Antonio Guterres, le secrétaire général des Nations unies, parle avec les employés des Nations unies, le 3 janvier 2017.

Le secrétaire général des Nations unies Antonio Guterres a critiqué lundi la fermeture de nombreuses frontières, après le décret du président américain Donald Trump interdisant pendant trois mois l'entrée aux Etats-Unis de ressortissants de sept pays musulmans dont trois africains.

Les pays africains figurent parmi les "plus généreux" au monde pour les réfugiés, a rappelé M. Guterres, lors de la cérémonie d'ouverture d'un sommet de l'Union africaine dans Addis Abeba.

"Les frontières africaines demeurent ouvertes pour ceux qui ont besoin de protection quand de nombreuses frontières se ferment, y compris dans les pays les plus développés du monde", a déclaré le secrétaire général, qui participe à son premier sommet de l'UA, un mois après son entrée en fonctions.

La présidente sortante de la commission de l'UA, la Sud-Africaine Nkosazana Dlamini-Zuma s'est elle aussi inquiétée du nouvel environnement international, le 28e sommet de l'UA étant le premier organisé depuis l'accession à la Maison Blanche de Donald Trump, porteuse de nombreuses incertitudes pour le continent.

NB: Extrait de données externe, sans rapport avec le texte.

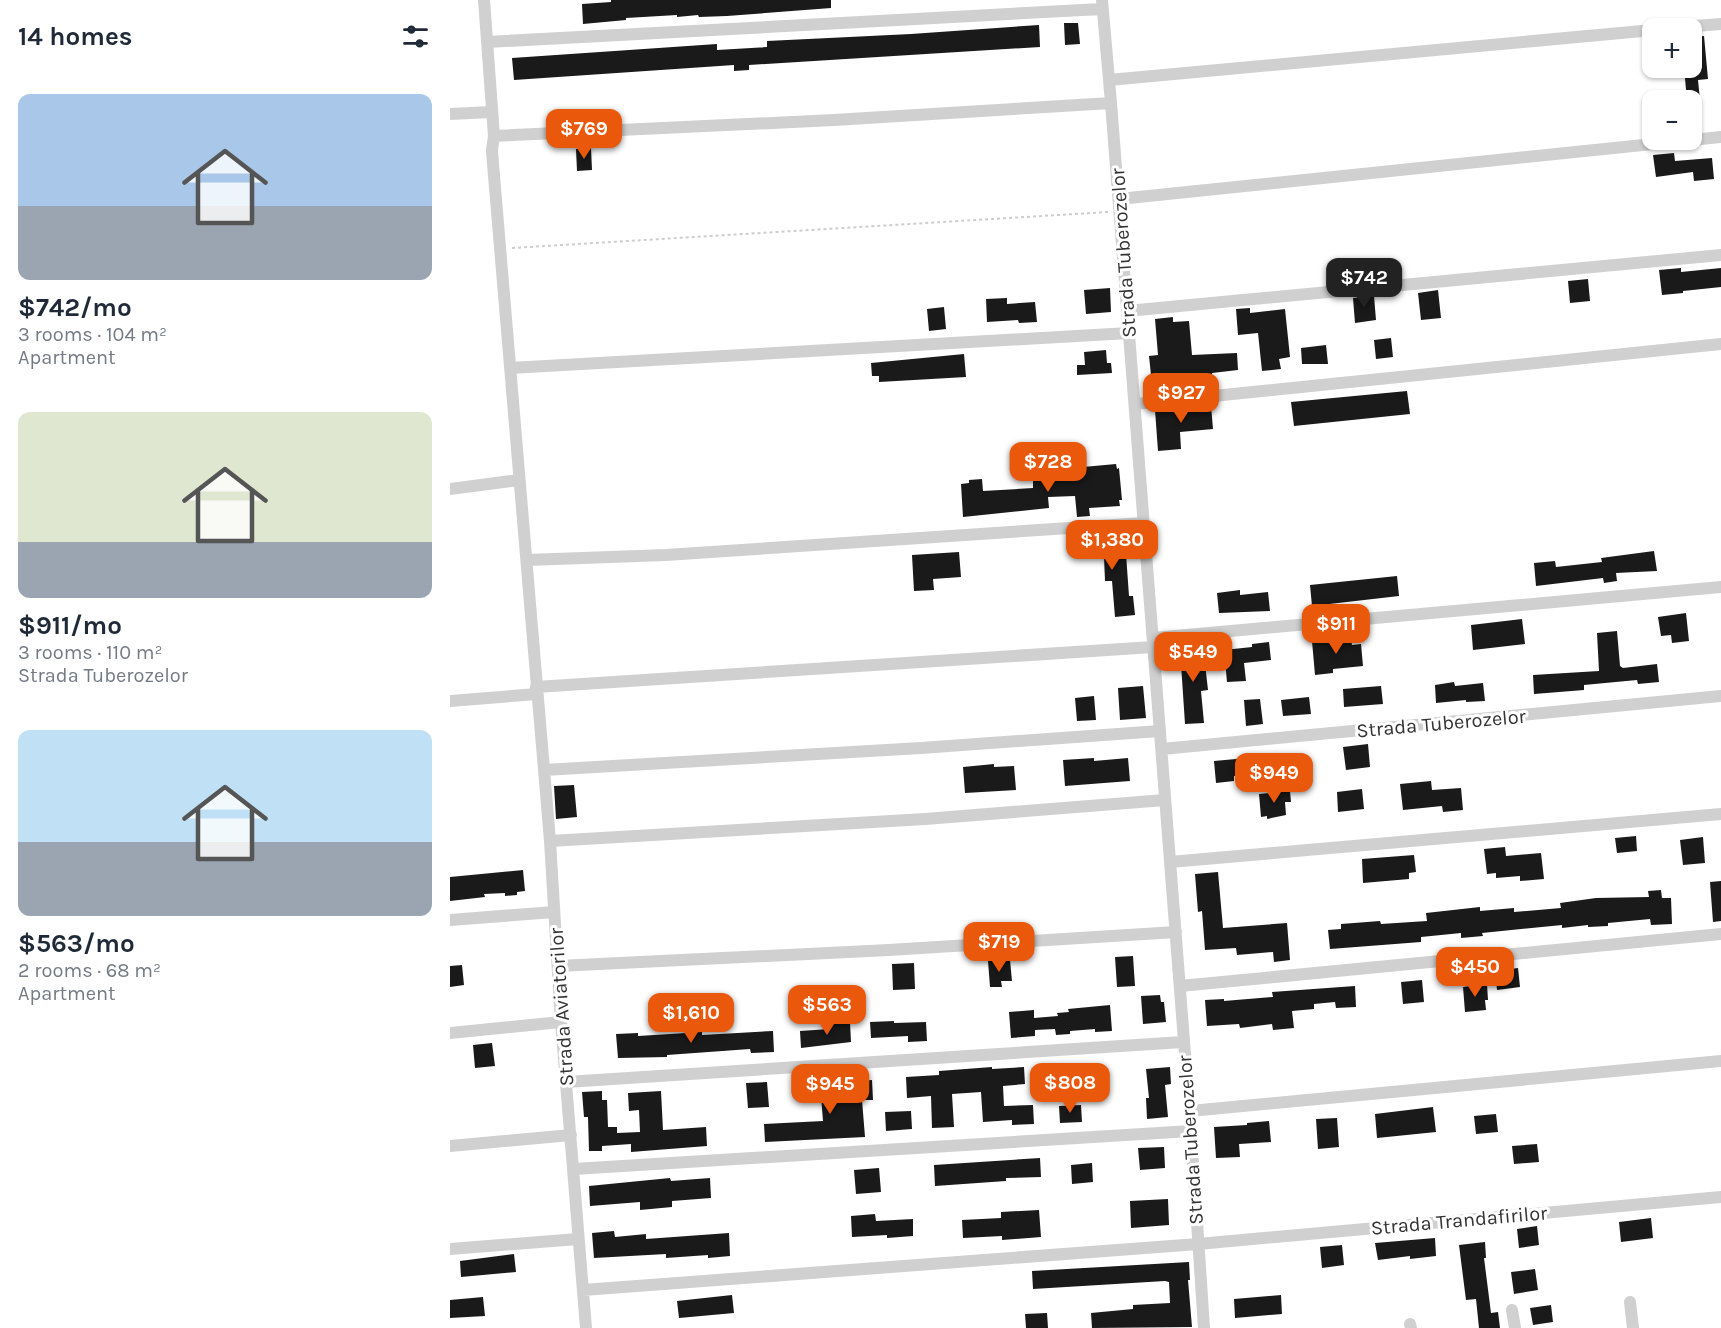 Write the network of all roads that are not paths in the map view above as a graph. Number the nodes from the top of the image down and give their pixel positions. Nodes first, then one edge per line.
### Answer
1 (484, 0) edge
2 (1102, 4) edge
3 (1721, 24) edge
4 (1702, 25) edge
5 (1642, 31) edge
6 (487, 42) junction
7 (1109, 80) junction
8 (1111, 103) junction
9 (491, 112) junction
10 (450, 114) edge
11 (494, 136) junction
12 (1721, 137) edge
13 (1119, 199) junction
14 (1721, 255) edge
15 (1127, 311) junction
16 (1129, 333) junction
17 (1721, 344) edge
18 (510, 368) junction
19 (1135, 404) junction
20 (519, 480) junction
21 (450, 489) edge
22 (1144, 523) junction
23 (527, 560) junction
24 (1721, 587) edge
25 (1153, 642) junction
26 (537, 690) junction
27 (1721, 696) edge
28 (450, 701) edge
29 (1160, 731) junction
30 (1162, 749) junction
31 (544, 770) junction
32 (1166, 800) junction
33 (1721, 814) edge
34 (550, 841) junction
35 (1170, 862) junction
36 (554, 912) junction
37 (450, 920) edge
38 (1176, 932) junction
39 (1721, 934) edge
40 (558, 966) junction
41 (1180, 986) junction
42 (561, 1022) junction
43 (450, 1033) edge
44 (1183, 1042) junction
45 (1721, 1061) edge
46 (566, 1082) junction
47 (1190, 1111) junction
48 (1191, 1131) junction
49 (571, 1135) junction
50 (450, 1146) edge
51 (574, 1169) junction
52 (1721, 1197) edge
53 (578, 1239) junction
54 (1198, 1244) junction
55 (450, 1250) edge
56 (583, 1290) junction
57 (1630, 1302) dead end
58 (1512, 1310) dead end
59 (577, 1328) edge
60 (586, 1328) edge
61 (1204, 1328) edge
62 (1515, 1328) edge
63 (1633, 1328) edge

1 - 6 street, Strada Aviatorilor
2 - 6 street
2 - 7 street, Strada Tuberozelor
3 - 4 street
5 - 7 street
6 - 9 street, Strada Aviatorilor
7 - 8 street, Strada Tuberozelor
8 - 11 street
8 - 13 street, Strada Tuberozelor
9 - 10 street
9 - 11 street, Strada Aviatorilor
11 - 18 street, Strada Aviatorilor
12 - 13 street
13 - 15 street, Strada Tuberozelor
14 - 15 street
15 - 16 street, Strada Tuberozelor
16 - 18 street
16 - 19 street, Strada Tuberozelor
17 - 19 street
18 - 20 street, Strada Aviatorilor
19 - 22 street, Strada Tuberozelor
20 - 21 street
20 - 23 street, Strada Aviatorilor
22 - 23 street
22 - 25 street, Strada Tuberozelor
23 - 26 street, Strada Aviatorilor
24 - 25 street
25 - 26 street
25 - 29 street, Strada Tuberozelor
26 - 28 street
26 - 31 street, Strada Aviatorilor
27 - 30 street, Strada Tuberozelor
29 - 30 street, Strada Tuberozelor
29 - 31 street
30 - 32 street, Strada Tuberozelor
31 - 34 street, Strada Aviatorilor
32 - 34 street
32 - 35 street, Strada Tuberozelor
33 - 35 street
34 - 36 street, Strada Aviatorilor
35 - 38 street, Strada Tuberozelor
36 - 37 street
36 - 40 street, Strada Aviatorilor
38 - 40 street
38 - 41 street, Strada Tuberozelor
39 - 41 street
40 - 42 street, Strada Aviatorilor
41 - 44 street, Strada Tuberozelor
42 - 43 street
42 - 46 street, Strada Aviatorilor
44 - 46 street
44 - 47 street, Strada Tuberozelor
45 - 47 street
46 - 49 street, Strada Aviatorilor
47 - 48 street, Strada Tuberozelor
48 - 51 street
48 - 54 street, Strada Tuberozelor
49 - 50 street
49 - 51 street, Strada Aviatorilor
51 - 53 street, Strada Aviatorilor
52 - 54 street, Strada Trandafirilor
53 - 55 street
53 - 56 street, Strada Aviatorilor
54 - 56 street, Strada Trandafirilor
54 - 61 street, Strada Tuberozelor
56 - 60 street, Strada Aviatorilor
57 - 63 street
58 - 62 street
59 - 60 street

"Il est clair qu'au niveau mondial, nous entrons dans une période de turbulences. Par exemple, le pays même où nos peuples ont été emmenés comme esclaves a décidé d'interdire les réfugiés (originaires) de certains de nos pays", a déclaré Mme Zuma.

M. Trump a signé vendredi un décret interdisant pendant trois mois l'entrée aux Etats-Unis de ressortissants de sept pays musulmans dont trois africains --Irak, Iran, Libye, Somalie, Soudan, Syrie et Yémen --, provoquant une foule de manifestations et un tollé international.

"Qu'allons-nous faire à ce sujet? Assurément, c'est là l'un des plus grands défis et l'un des plus grands tests pour notre unité et notre solidarité", a ajouté la présidente de la commission.

Ce 28e sommet de l'UA est l'un des plus importants de ces dernières années: les dirigeants africains doivent examiner la demande de réintégration du Maroc dans leurs rangs et procéder à l'élection d'un nouveau président de la commission, deux sujets synonymes de divisions profondes au sein de l'organisation.

A l'ouverture du sommet, le président guinéen Alpha Condé a été désigné pour assurer pendant un an la présidence de l'organisation et succéder ainsi au Tchadien Idriss Déby Itno.